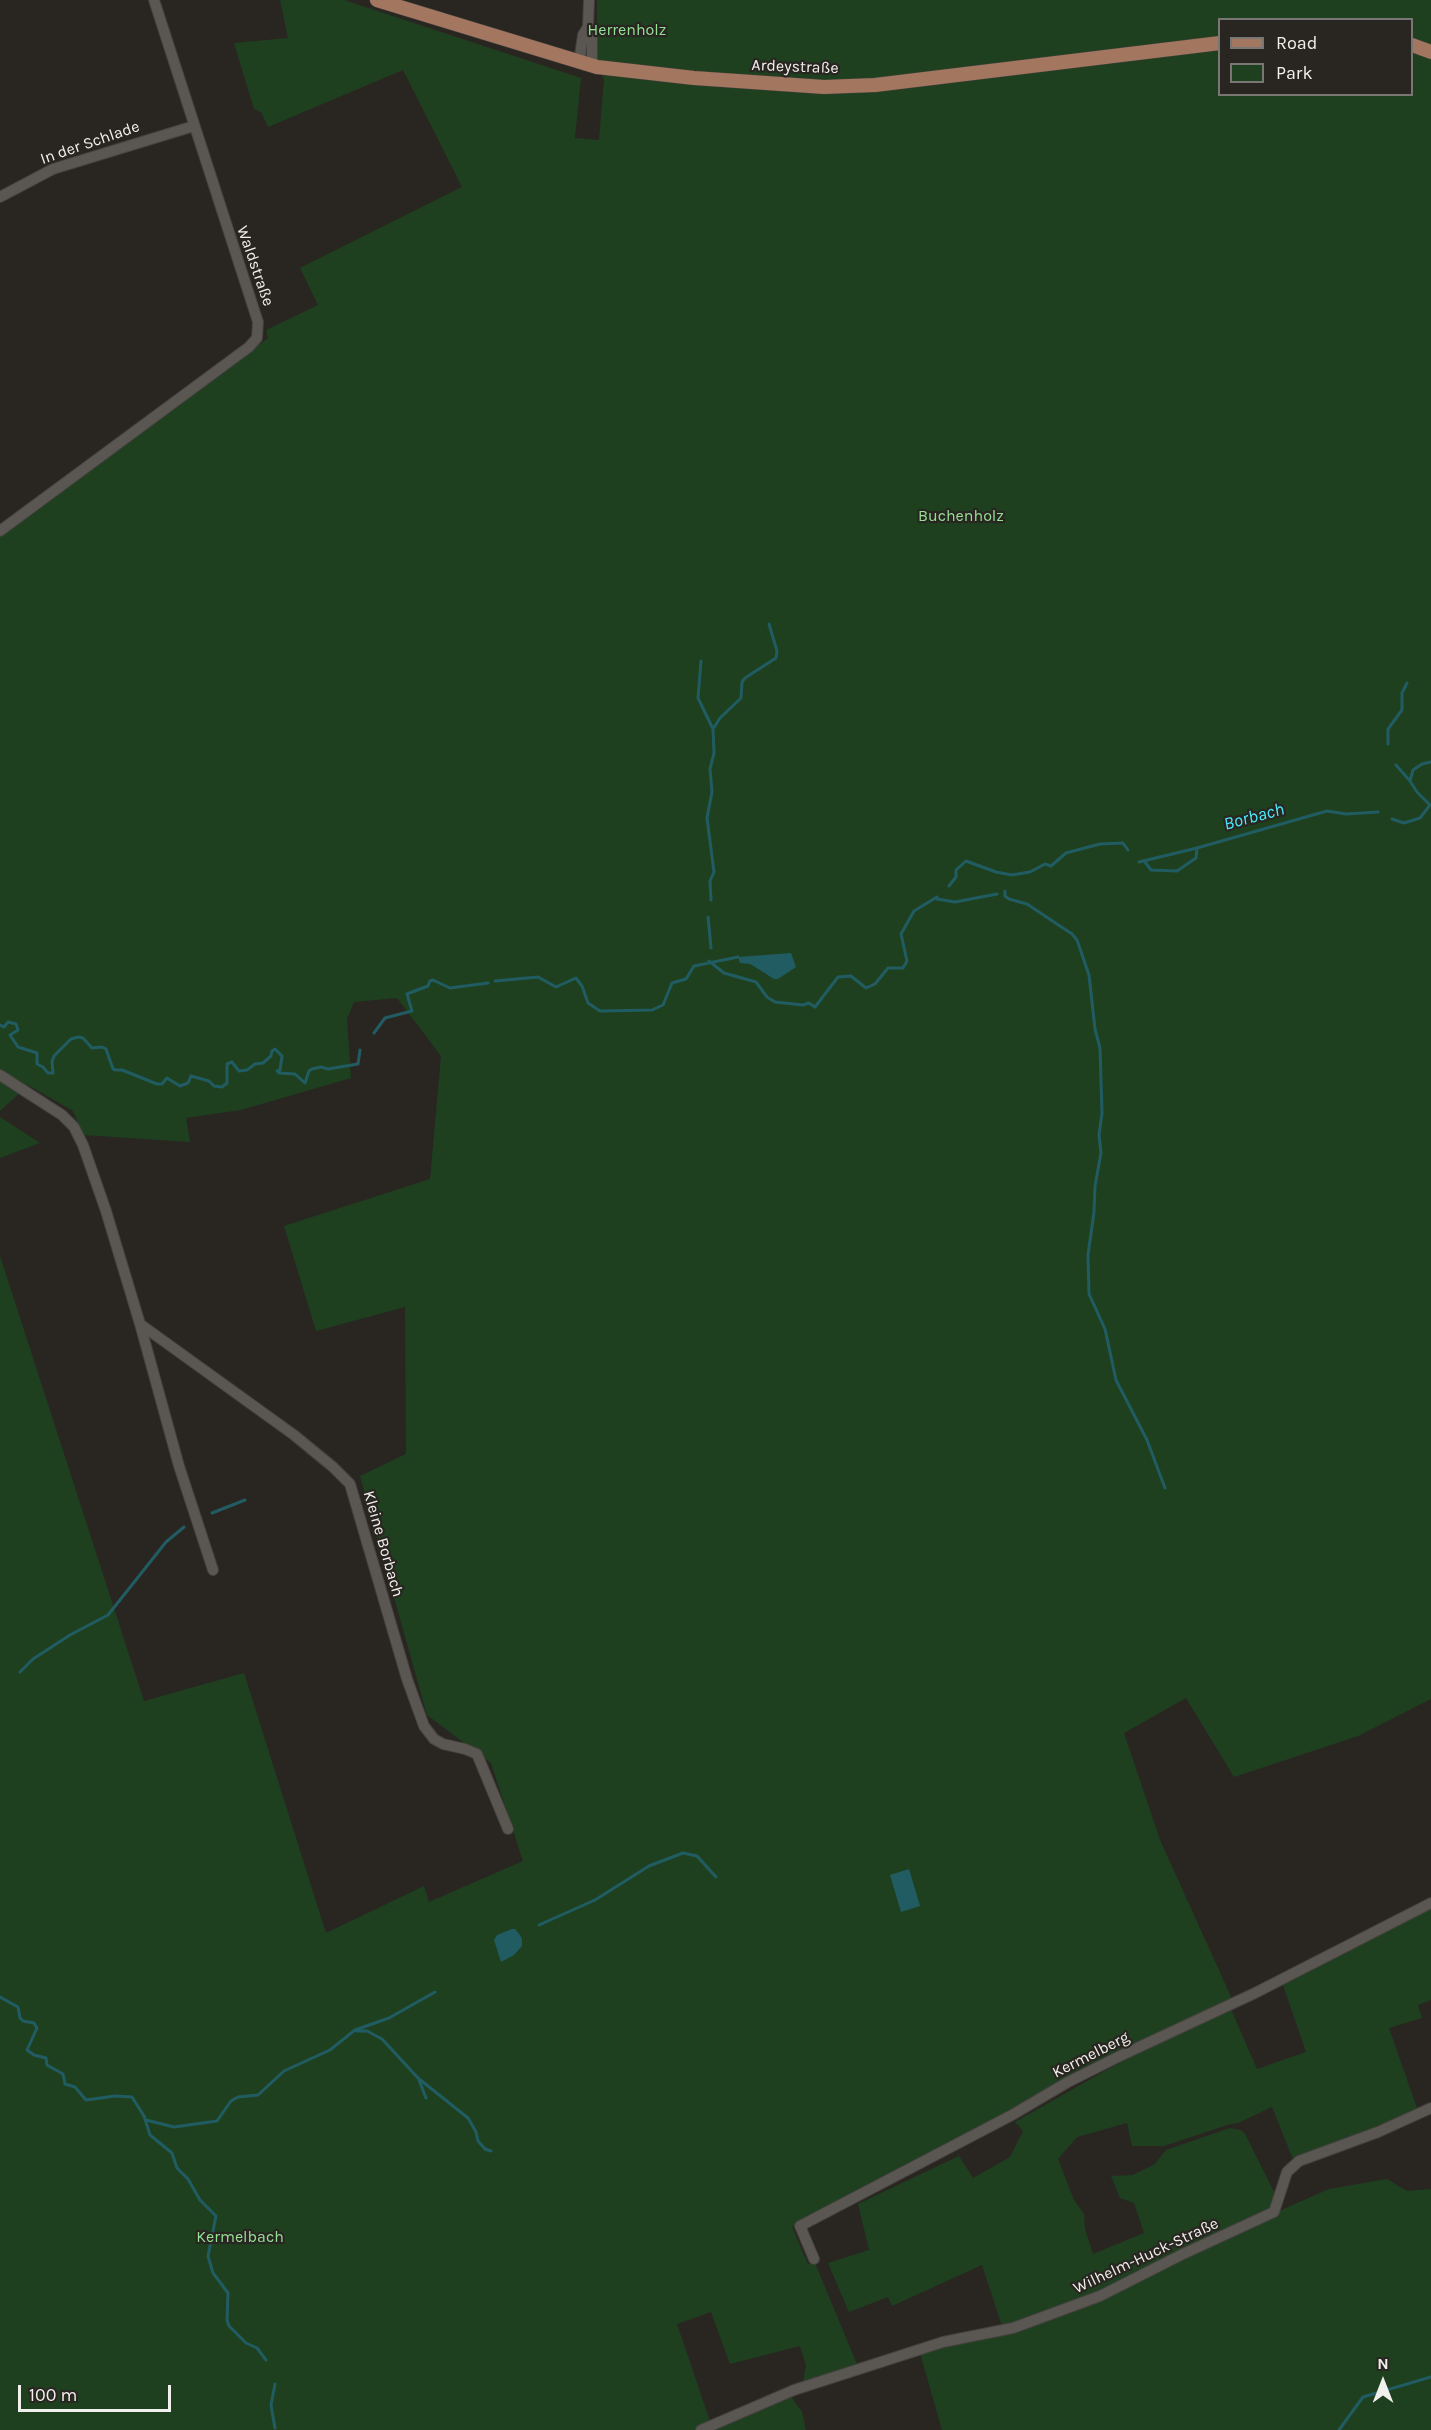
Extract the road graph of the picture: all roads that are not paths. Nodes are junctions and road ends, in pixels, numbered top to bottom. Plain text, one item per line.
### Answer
1 (154, 0) edge
2 (377, 0) edge
3 (589, 0) edge
4 (403, 4) edge
5 (1218, 43) edge
6 (1413, 45) edge
7 (1431, 52) edge
8 (585, 64) junction
9 (194, 126) junction
10 (0, 197) edge
11 (0, 531) edge
12 (0, 1075) edge
13 (140, 1324) junction
14 (213, 1570) dead end
15 (508, 1829) dead end
16 (1431, 1903) edge
17 (1431, 2108) edge
18 (814, 2259) dead end
19 (701, 2430) edge

1 - 9 street, Waldstraße
2 - 4 main road, Ardeystraße
3 - 8 street
4 - 8 main road, Ardeystraße
5 - 8 main road, Ardeystraße
6 - 7 main road
9 - 10 street, In der Schlade
9 - 11 street, Waldstraße
12 - 13 street
13 - 14 street
13 - 15 street, Kleine Borbach
16 - 18 street, Kermelberg
17 - 19 street, Wilhelm-Huck-Straße

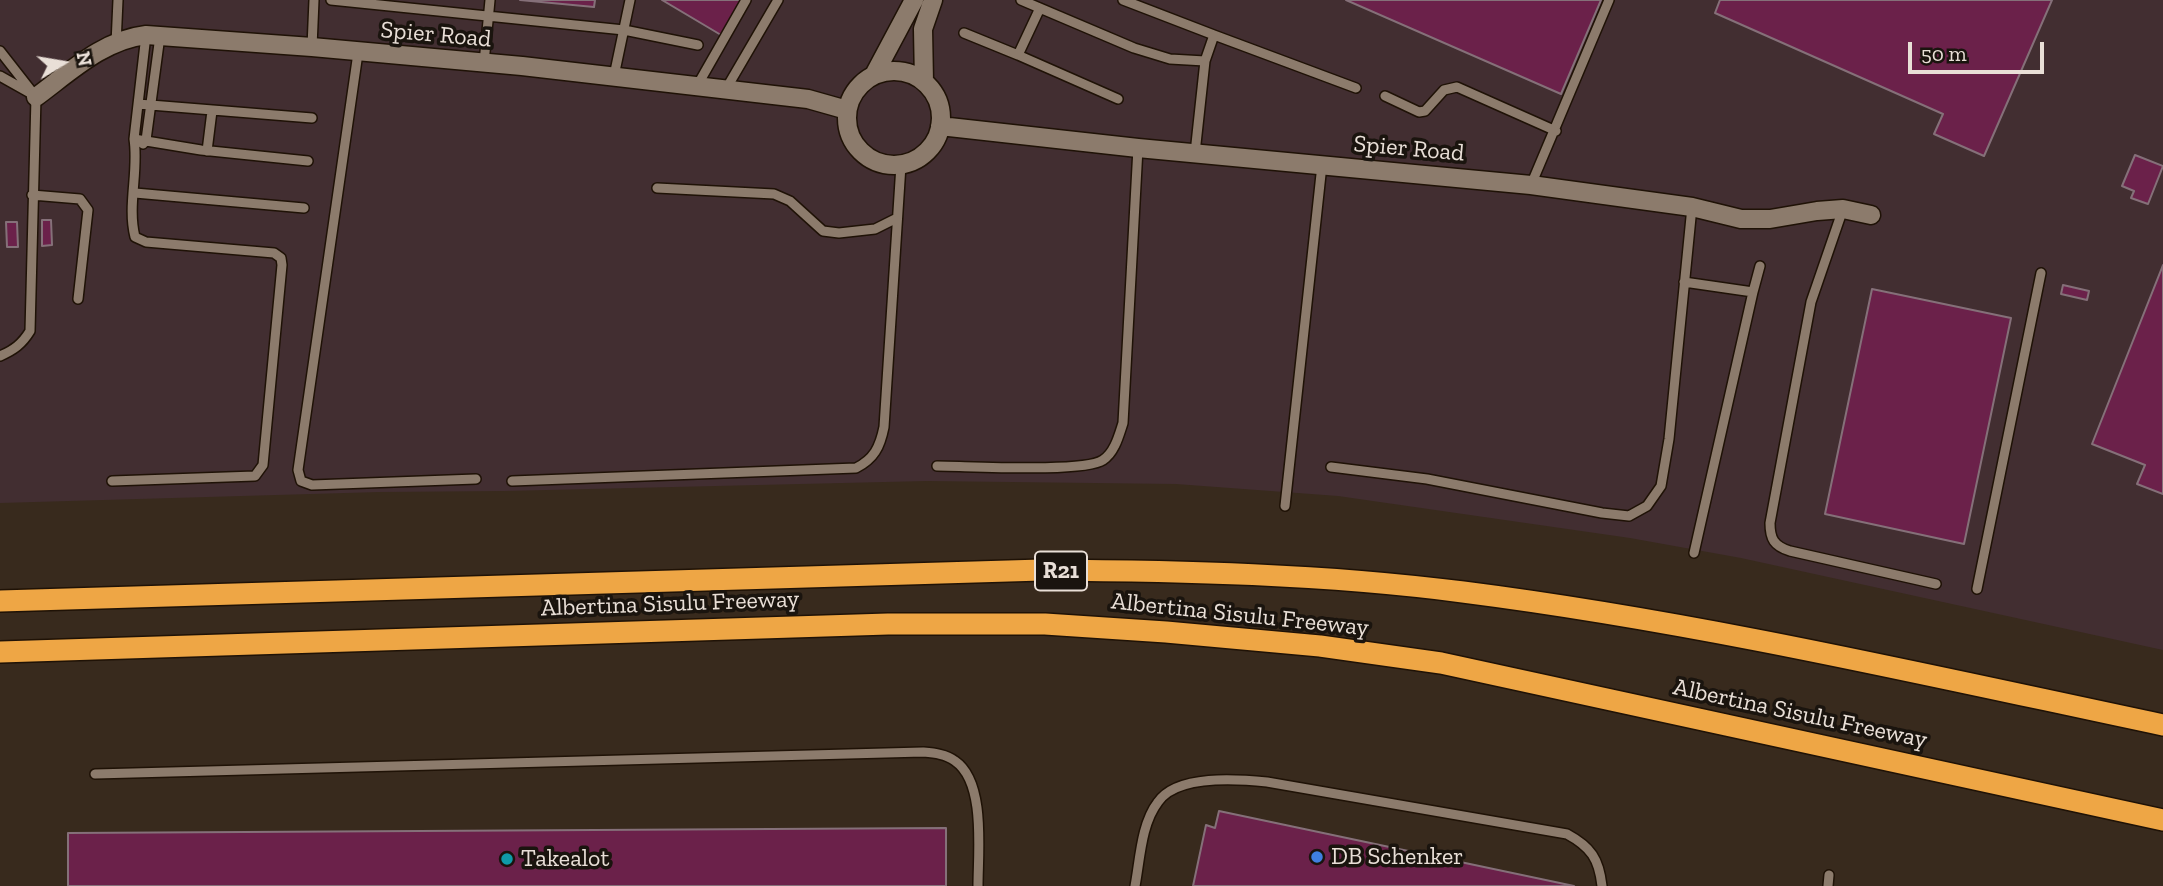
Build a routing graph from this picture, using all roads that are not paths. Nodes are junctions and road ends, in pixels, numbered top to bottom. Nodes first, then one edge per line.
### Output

━━━━━━━━━━

**Exercise instructions:**
Drop the pictures, then write out everything else in the records exactly.

**Response to the exercise:**
Extract the road graph of the picture: all roads that are not paths. Nodes are junctions and road ends, in pixels, numbered top to bottom. Plain text, one item per line.
### Answer
1 (154, 0) edge
2 (377, 0) edge
3 (589, 0) edge
4 (403, 4) edge
5 (1218, 43) edge
6 (1413, 45) edge
7 (1431, 52) edge
8 (585, 64) junction
9 (194, 126) junction
10 (0, 197) edge
11 (0, 531) edge
12 (0, 1075) edge
13 (140, 1324) junction
14 (213, 1570) dead end
15 (508, 1829) dead end
16 (1431, 1903) edge
17 (1431, 2108) edge
18 (814, 2259) dead end
19 (701, 2430) edge

1 - 9 street, Waldstraße
2 - 4 main road, Ardeystraße
3 - 8 street
4 - 8 main road, Ardeystraße
5 - 8 main road, Ardeystraße
6 - 7 main road
9 - 10 street, In der Schlade
9 - 11 street, Waldstraße
12 - 13 street
13 - 14 street
13 - 15 street, Kleine Borbach
16 - 18 street, Kermelberg
17 - 19 street, Wilhelm-Huck-Straße

Build a routing graph from this picture, using all roads that are not paths. Nodes are junctions and road ends, in pixels, numbered top to bottom. Nodes first, then one edge per line.
### Output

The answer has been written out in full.